Abstract: “Innovations in technology and greater affordability of digital devices have presided over  today’s Age of Big Data, an umbrella term for the explosion in the quantity and diversity of high frequency digital data. These data hold the potential—as yet largely untapped— to allow decision makers to track development progress, improve social protection, and understand where existing policies and programmes require adjustment.  Turning Big Data—call logs, mobile-banking transactions, online user-generated content such as blog posts and Tweets, online searches, satellite images, etc.—into actionable information requires using computational techniques to unveil trends and patterns within and between these extremely large socioeconomic datasets. New insights gleaned from such data mining should complement official statistics, survey data, and information generated by Early Warning Systems, adding depth and nuances on human behaviours  and experiences—and doing so in real time, thereby narrowing both information and  time gaps. With the promise come questions about the analytical value and thus policy relevance of  this data—including concerns over the relevance of the data in developing country contexts, its representativeness, its reliability—as well as the overarching privacy issues of utilising personal data. This paper does not offer a grand theory of technology-driven social change in the Big Data era. Rather it aims to delineate the main concerns and challenges raised by “Big Data for Development” as concretely and openly as possible, and to suggest ways to address at least a few aspects of each.”
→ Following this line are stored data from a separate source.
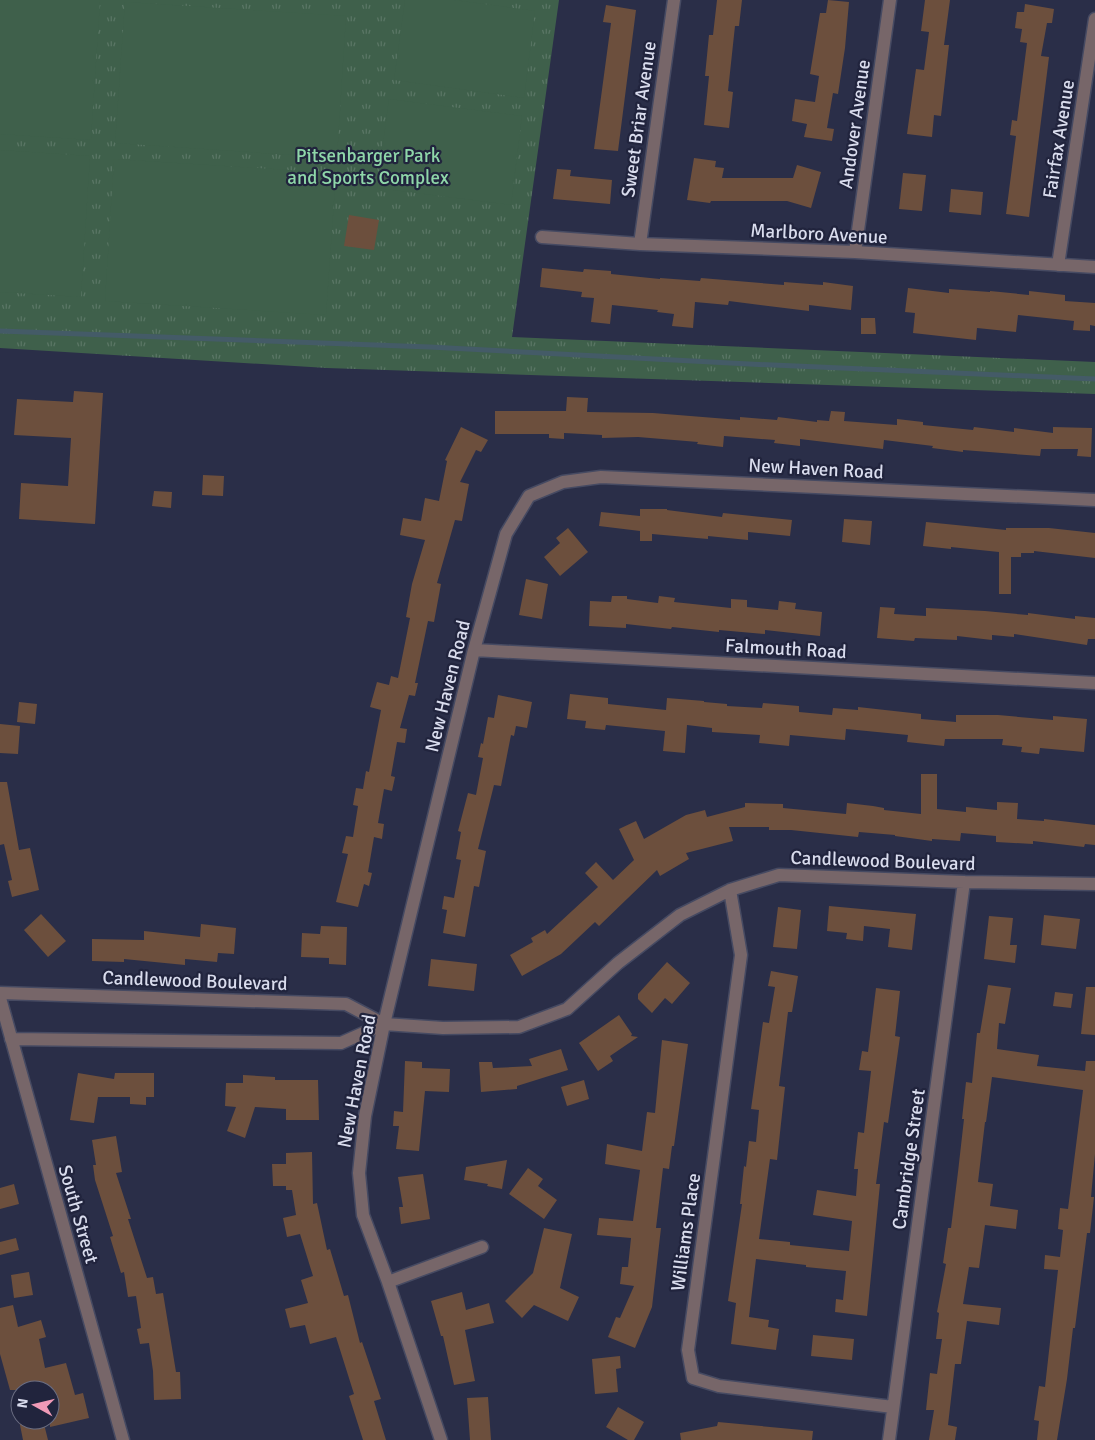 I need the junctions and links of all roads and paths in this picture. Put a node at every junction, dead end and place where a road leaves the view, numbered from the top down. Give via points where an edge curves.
1 (674, 0) edge
2 (890, 0) edge
3 (1095, 19) edge
4 (542, 237) dead end
5 (640, 244) junction
6 (855, 252) junction
7 (1058, 265) junction
8 (1095, 267) edge
9 (1095, 500) edge
10 (474, 650) junction
11 (1095, 683) edge
12 (964, 882) junction
13 (1095, 884) edge
14 (730, 890) junction
15 (0, 993) edge
16 (0, 998) edge
17 (384, 1024) junction
18 (10, 1039) junction
19 (482, 1247) dead end
20 (388, 1282) junction
21 (894, 1407) junction
22 (123, 1440) edge
23 (441, 1440) edge
24 (888, 1440) edge

1 - 5 street, Sweet Briar Avenue
2 - 6 street, Andover Avenue
3 - 7 street, Fairfax Avenue
4 - 5 street, Marlboro Avenue
5 - 6 street, Marlboro Avenue
6 - 7 street, Marlboro Avenue
7 - 8 street, Marlboro Avenue
9 - 10 street, New Haven Road via 601,477 563,482 529,496 506,534
10 - 11 street, Falmouth Road
10 - 17 street, New Haven Road
12 - 13 street, Candlewood Boulevard
12 - 14 street, Candlewood Boulevard via 779,875
12 - 21 street, Cambridge Street
14 - 17 street, Candlewood Boulevard via 680,915 618,963 567,1009 519,1028
14 - 21 street, Williams Place via 741,955 688,1350 693,1378 718,1386
15 - 17 street, Candlewood Boulevard via 346,1004
16 - 18 street, South Street
17 - 18 street, Candlewood Boulevard via 341,1043
17 - 20 street, New Haven Road via 365,1116 358,1173 363,1215
18 - 22 street, South Street
19 - 20 street
20 - 23 street, New Haven Road
21 - 24 street, Cambridge Street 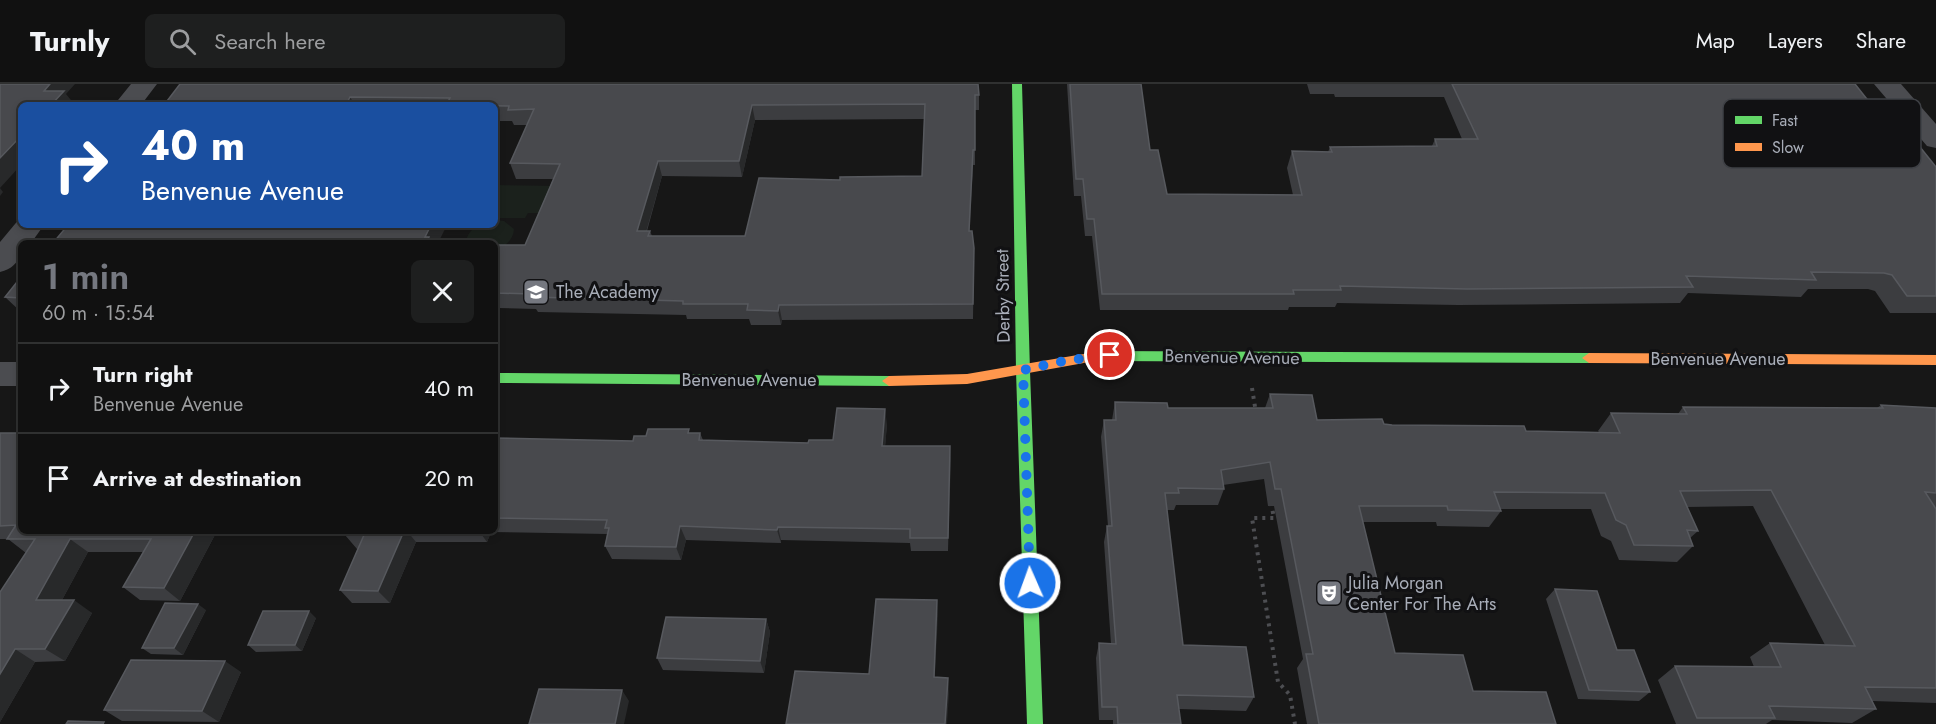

“It is important to recognise that Big Data and real-time analytics are no modern panacea for age-old development challenges.  That said, the diffusion of data science to the realm of international development nevertheless constitutes a genuine opportunity to bring powerful new tools to the fight against poverty, hunger and disease.”

“The paper is structured to foster dialogue around some of the following issues:

  • What types of new, digital data sources are potentially useful to the field of international development?
  • What kind of analytical tools, methodologies for analyzing Big Data have already been tried and tested by academia and the private sector, which could have utility for the public sector?
  • What challenges are posed by the potential of using digital data sources (Big Data) in development work?
  • What are some specific applications of Big Data in the field of global development?
  • How can we chart a way forward?”

Click here to download the PDF:

Read about Global Pulse. “Global Pulse is an innovation initiative launched by the Executive Office of the United Nations Secretary-General, in response to the need for more timely information to track and monitor the impacts of global and local socio-economic crises. The Global Pulse initiative is exploring how new, digital data sources and real-time analytics technologies can help policymakers understand human well-being and emerging vulnerabilities in real-time, in order to better protect populations from shocks.”

See also: World Bank Project Performance Ratings. “IEG independently validates all completion reports that the World Bank prepares for its projects (known as Implementation Completion Reports, or ICRs).  For a subset of completed projects (target coverage is 25%), IEG performs a more in-depth project evaluation that includes extensive primary research and field work.  The corresponding ICR Reviews and Project Performance Assessment Reports (PPARs), codify IEG’s assessments using Likert-scale project performance indicators.  The World Bank Project Performance Ratings database is the collection of more than 8000 project assessments covering about 6000 completed projects, since the unit was originally established in 1967.  It is the longest-running development project performance data collection of its kind.”(1981-2010)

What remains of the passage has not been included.